▶ [PROBLEM REQUIREMENTS] Exact copies of all the records below should be returned.

───── MATERIAL SUPPLIED ─────

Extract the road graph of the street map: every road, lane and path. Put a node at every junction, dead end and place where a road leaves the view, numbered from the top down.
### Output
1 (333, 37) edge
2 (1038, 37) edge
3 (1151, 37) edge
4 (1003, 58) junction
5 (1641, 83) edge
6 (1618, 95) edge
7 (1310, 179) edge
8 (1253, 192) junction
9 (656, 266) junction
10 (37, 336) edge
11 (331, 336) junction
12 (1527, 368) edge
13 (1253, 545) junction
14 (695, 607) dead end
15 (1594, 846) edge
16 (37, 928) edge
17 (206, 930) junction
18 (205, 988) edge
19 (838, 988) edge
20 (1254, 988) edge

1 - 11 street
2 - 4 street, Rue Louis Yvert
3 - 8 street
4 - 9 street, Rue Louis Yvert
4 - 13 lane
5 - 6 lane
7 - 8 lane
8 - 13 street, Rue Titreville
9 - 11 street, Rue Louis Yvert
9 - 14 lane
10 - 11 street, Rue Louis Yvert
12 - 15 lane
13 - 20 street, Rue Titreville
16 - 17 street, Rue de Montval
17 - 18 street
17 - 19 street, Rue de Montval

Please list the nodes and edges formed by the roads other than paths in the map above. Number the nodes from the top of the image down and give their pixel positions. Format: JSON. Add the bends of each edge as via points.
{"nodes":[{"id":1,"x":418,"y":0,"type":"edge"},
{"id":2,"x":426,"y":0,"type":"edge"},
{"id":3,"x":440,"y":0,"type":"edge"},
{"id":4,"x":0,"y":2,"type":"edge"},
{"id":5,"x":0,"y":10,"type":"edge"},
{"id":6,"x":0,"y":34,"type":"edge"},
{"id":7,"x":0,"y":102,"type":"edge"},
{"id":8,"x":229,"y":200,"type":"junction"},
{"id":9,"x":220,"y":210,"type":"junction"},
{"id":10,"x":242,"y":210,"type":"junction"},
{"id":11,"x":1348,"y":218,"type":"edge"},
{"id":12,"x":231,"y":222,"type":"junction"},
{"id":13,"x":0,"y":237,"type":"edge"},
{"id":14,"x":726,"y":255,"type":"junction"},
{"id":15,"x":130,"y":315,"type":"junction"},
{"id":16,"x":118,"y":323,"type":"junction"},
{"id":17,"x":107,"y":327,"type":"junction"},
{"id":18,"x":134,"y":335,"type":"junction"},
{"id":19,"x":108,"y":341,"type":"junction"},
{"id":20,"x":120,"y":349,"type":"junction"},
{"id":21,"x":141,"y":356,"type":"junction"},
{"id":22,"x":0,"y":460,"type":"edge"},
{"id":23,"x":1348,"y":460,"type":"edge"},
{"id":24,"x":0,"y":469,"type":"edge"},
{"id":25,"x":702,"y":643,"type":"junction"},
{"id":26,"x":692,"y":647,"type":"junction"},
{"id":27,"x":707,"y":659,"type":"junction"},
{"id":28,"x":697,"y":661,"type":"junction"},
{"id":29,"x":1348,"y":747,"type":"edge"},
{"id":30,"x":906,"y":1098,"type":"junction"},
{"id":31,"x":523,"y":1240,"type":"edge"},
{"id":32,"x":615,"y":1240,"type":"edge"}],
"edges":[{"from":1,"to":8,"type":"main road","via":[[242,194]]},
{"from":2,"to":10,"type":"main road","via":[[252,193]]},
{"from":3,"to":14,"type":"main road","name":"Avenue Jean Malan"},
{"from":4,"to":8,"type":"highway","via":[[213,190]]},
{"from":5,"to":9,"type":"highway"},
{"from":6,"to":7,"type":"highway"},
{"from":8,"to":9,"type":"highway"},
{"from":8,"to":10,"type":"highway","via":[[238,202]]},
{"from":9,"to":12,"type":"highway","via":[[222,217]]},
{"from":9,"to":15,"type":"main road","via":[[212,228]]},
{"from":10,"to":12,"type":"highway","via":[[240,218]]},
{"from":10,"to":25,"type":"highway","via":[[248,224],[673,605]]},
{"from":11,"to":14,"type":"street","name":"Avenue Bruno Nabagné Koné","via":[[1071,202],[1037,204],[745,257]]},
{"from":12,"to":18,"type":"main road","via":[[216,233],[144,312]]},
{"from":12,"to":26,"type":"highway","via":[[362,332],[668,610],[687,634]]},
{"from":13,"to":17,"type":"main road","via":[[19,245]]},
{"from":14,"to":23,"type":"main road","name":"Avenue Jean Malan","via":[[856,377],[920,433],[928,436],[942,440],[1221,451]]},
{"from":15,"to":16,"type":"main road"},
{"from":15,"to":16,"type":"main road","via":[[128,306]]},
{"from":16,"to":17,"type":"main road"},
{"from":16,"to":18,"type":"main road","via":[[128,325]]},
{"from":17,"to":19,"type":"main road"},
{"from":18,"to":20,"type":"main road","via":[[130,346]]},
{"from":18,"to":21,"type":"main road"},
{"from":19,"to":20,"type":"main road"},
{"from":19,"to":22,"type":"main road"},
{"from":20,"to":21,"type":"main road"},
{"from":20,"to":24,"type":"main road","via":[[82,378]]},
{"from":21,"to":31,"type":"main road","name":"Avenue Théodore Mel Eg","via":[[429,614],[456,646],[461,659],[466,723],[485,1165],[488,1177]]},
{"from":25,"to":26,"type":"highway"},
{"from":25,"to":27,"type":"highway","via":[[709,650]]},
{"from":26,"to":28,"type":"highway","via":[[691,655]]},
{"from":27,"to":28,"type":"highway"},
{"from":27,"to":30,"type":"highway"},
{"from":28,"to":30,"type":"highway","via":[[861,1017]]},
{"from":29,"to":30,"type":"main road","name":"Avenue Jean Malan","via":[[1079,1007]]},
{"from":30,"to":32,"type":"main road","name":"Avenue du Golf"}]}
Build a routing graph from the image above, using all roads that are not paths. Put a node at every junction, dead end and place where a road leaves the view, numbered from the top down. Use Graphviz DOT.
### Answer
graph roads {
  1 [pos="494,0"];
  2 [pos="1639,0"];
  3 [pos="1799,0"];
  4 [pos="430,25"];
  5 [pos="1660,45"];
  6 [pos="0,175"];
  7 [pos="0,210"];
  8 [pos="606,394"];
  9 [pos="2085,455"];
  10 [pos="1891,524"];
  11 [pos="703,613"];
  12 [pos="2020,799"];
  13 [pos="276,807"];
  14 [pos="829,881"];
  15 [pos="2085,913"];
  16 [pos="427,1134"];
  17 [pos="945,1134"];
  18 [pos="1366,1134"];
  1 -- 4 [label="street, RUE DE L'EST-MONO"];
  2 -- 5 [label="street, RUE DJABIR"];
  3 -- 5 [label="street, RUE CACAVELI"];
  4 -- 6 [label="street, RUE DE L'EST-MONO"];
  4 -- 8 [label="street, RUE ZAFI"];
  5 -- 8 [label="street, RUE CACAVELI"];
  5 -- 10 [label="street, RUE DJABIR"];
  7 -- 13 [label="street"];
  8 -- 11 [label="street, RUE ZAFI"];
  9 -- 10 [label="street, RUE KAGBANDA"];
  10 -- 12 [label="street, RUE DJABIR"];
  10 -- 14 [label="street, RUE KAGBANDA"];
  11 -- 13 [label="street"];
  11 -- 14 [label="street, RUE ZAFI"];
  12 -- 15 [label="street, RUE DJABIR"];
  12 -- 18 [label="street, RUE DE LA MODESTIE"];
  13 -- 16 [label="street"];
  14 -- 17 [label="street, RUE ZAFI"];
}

─────

▶ [REPLY TO THE EXERCISE]
Extract the road graph of the street map: every road, lane and path. Put a node at every junction, dead end and place where a road leaves the view, numbered from the top down.
### Output
1 (333, 37) edge
2 (1038, 37) edge
3 (1151, 37) edge
4 (1003, 58) junction
5 (1641, 83) edge
6 (1618, 95) edge
7 (1310, 179) edge
8 (1253, 192) junction
9 (656, 266) junction
10 (37, 336) edge
11 (331, 336) junction
12 (1527, 368) edge
13 (1253, 545) junction
14 (695, 607) dead end
15 (1594, 846) edge
16 (37, 928) edge
17 (206, 930) junction
18 (205, 988) edge
19 (838, 988) edge
20 (1254, 988) edge

1 - 11 street
2 - 4 street, Rue Louis Yvert
3 - 8 street
4 - 9 street, Rue Louis Yvert
4 - 13 lane
5 - 6 lane
7 - 8 lane
8 - 13 street, Rue Titreville
9 - 11 street, Rue Louis Yvert
9 - 14 lane
10 - 11 street, Rue Louis Yvert
12 - 15 lane
13 - 20 street, Rue Titreville
16 - 17 street, Rue de Montval
17 - 18 street
17 - 19 street, Rue de Montval

Please list the nodes and edges formed by the roads other than paths in the map above. Number the nodes from the top of the image down and give their pixel positions. Format: JSON. Add the bends of each edge as via points.
{"nodes":[{"id":1,"x":418,"y":0,"type":"edge"},
{"id":2,"x":426,"y":0,"type":"edge"},
{"id":3,"x":440,"y":0,"type":"edge"},
{"id":4,"x":0,"y":2,"type":"edge"},
{"id":5,"x":0,"y":10,"type":"edge"},
{"id":6,"x":0,"y":34,"type":"edge"},
{"id":7,"x":0,"y":102,"type":"edge"},
{"id":8,"x":229,"y":200,"type":"junction"},
{"id":9,"x":220,"y":210,"type":"junction"},
{"id":10,"x":242,"y":210,"type":"junction"},
{"id":11,"x":1348,"y":218,"type":"edge"},
{"id":12,"x":231,"y":222,"type":"junction"},
{"id":13,"x":0,"y":237,"type":"edge"},
{"id":14,"x":726,"y":255,"type":"junction"},
{"id":15,"x":130,"y":315,"type":"junction"},
{"id":16,"x":118,"y":323,"type":"junction"},
{"id":17,"x":107,"y":327,"type":"junction"},
{"id":18,"x":134,"y":335,"type":"junction"},
{"id":19,"x":108,"y":341,"type":"junction"},
{"id":20,"x":120,"y":349,"type":"junction"},
{"id":21,"x":141,"y":356,"type":"junction"},
{"id":22,"x":0,"y":460,"type":"edge"},
{"id":23,"x":1348,"y":460,"type":"edge"},
{"id":24,"x":0,"y":469,"type":"edge"},
{"id":25,"x":702,"y":643,"type":"junction"},
{"id":26,"x":692,"y":647,"type":"junction"},
{"id":27,"x":707,"y":659,"type":"junction"},
{"id":28,"x":697,"y":661,"type":"junction"},
{"id":29,"x":1348,"y":747,"type":"edge"},
{"id":30,"x":906,"y":1098,"type":"junction"},
{"id":31,"x":523,"y":1240,"type":"edge"},
{"id":32,"x":615,"y":1240,"type":"edge"}],
"edges":[{"from":1,"to":8,"type":"main road","via":[[242,194]]},
{"from":2,"to":10,"type":"main road","via":[[252,193]]},
{"from":3,"to":14,"type":"main road","name":"Avenue Jean Malan"},
{"from":4,"to":8,"type":"highway","via":[[213,190]]},
{"from":5,"to":9,"type":"highway"},
{"from":6,"to":7,"type":"highway"},
{"from":8,"to":9,"type":"highway"},
{"from":8,"to":10,"type":"highway","via":[[238,202]]},
{"from":9,"to":12,"type":"highway","via":[[222,217]]},
{"from":9,"to":15,"type":"main road","via":[[212,228]]},
{"from":10,"to":12,"type":"highway","via":[[240,218]]},
{"from":10,"to":25,"type":"highway","via":[[248,224],[673,605]]},
{"from":11,"to":14,"type":"street","name":"Avenue Bruno Nabagné Koné","via":[[1071,202],[1037,204],[745,257]]},
{"from":12,"to":18,"type":"main road","via":[[216,233],[144,312]]},
{"from":12,"to":26,"type":"highway","via":[[362,332],[668,610],[687,634]]},
{"from":13,"to":17,"type":"main road","via":[[19,245]]},
{"from":14,"to":23,"type":"main road","name":"Avenue Jean Malan","via":[[856,377],[920,433],[928,436],[942,440],[1221,451]]},
{"from":15,"to":16,"type":"main road"},
{"from":15,"to":16,"type":"main road","via":[[128,306]]},
{"from":16,"to":17,"type":"main road"},
{"from":16,"to":18,"type":"main road","via":[[128,325]]},
{"from":17,"to":19,"type":"main road"},
{"from":18,"to":20,"type":"main road","via":[[130,346]]},
{"from":18,"to":21,"type":"main road"},
{"from":19,"to":20,"type":"main road"},
{"from":19,"to":22,"type":"main road"},
{"from":20,"to":21,"type":"main road"},
{"from":20,"to":24,"type":"main road","via":[[82,378]]},
{"from":21,"to":31,"type":"main road","name":"Avenue Théodore Mel Eg","via":[[429,614],[456,646],[461,659],[466,723],[485,1165],[488,1177]]},
{"from":25,"to":26,"type":"highway"},
{"from":25,"to":27,"type":"highway","via":[[709,650]]},
{"from":26,"to":28,"type":"highway","via":[[691,655]]},
{"from":27,"to":28,"type":"highway"},
{"from":27,"to":30,"type":"highway"},
{"from":28,"to":30,"type":"highway","via":[[861,1017]]},
{"from":29,"to":30,"type":"main road","name":"Avenue Jean Malan","via":[[1079,1007]]},
{"from":30,"to":32,"type":"main road","name":"Avenue du Golf"}]}
Build a routing graph from the image above, using all roads that are not paths. Put a node at every junction, dead end and place where a road leaves the view, numbered from the top down. Use Graphviz DOT.
### Answer
graph roads {
  1 [pos="494,0"];
  2 [pos="1639,0"];
  3 [pos="1799,0"];
  4 [pos="430,25"];
  5 [pos="1660,45"];
  6 [pos="0,175"];
  7 [pos="0,210"];
  8 [pos="606,394"];
  9 [pos="2085,455"];
  10 [pos="1891,524"];
  11 [pos="703,613"];
  12 [pos="2020,799"];
  13 [pos="276,807"];
  14 [pos="829,881"];
  15 [pos="2085,913"];
  16 [pos="427,1134"];
  17 [pos="945,1134"];
  18 [pos="1366,1134"];
  1 -- 4 [label="street, RUE DE L'EST-MONO"];
  2 -- 5 [label="street, RUE DJABIR"];
  3 -- 5 [label="street, RUE CACAVELI"];
  4 -- 6 [label="street, RUE DE L'EST-MONO"];
  4 -- 8 [label="street, RUE ZAFI"];
  5 -- 8 [label="street, RUE CACAVELI"];
  5 -- 10 [label="street, RUE DJABIR"];
  7 -- 13 [label="street"];
  8 -- 11 [label="street, RUE ZAFI"];
  9 -- 10 [label="street, RUE KAGBANDA"];
  10 -- 12 [label="street, RUE DJABIR"];
  10 -- 14 [label="street, RUE KAGBANDA"];
  11 -- 13 [label="street"];
  11 -- 14 [label="street, RUE ZAFI"];
  12 -- 15 [label="street, RUE DJABIR"];
  12 -- 18 [label="street, RUE DE LA MODESTIE"];
  13 -- 16 [label="street"];
  14 -- 17 [label="street, RUE ZAFI"];
}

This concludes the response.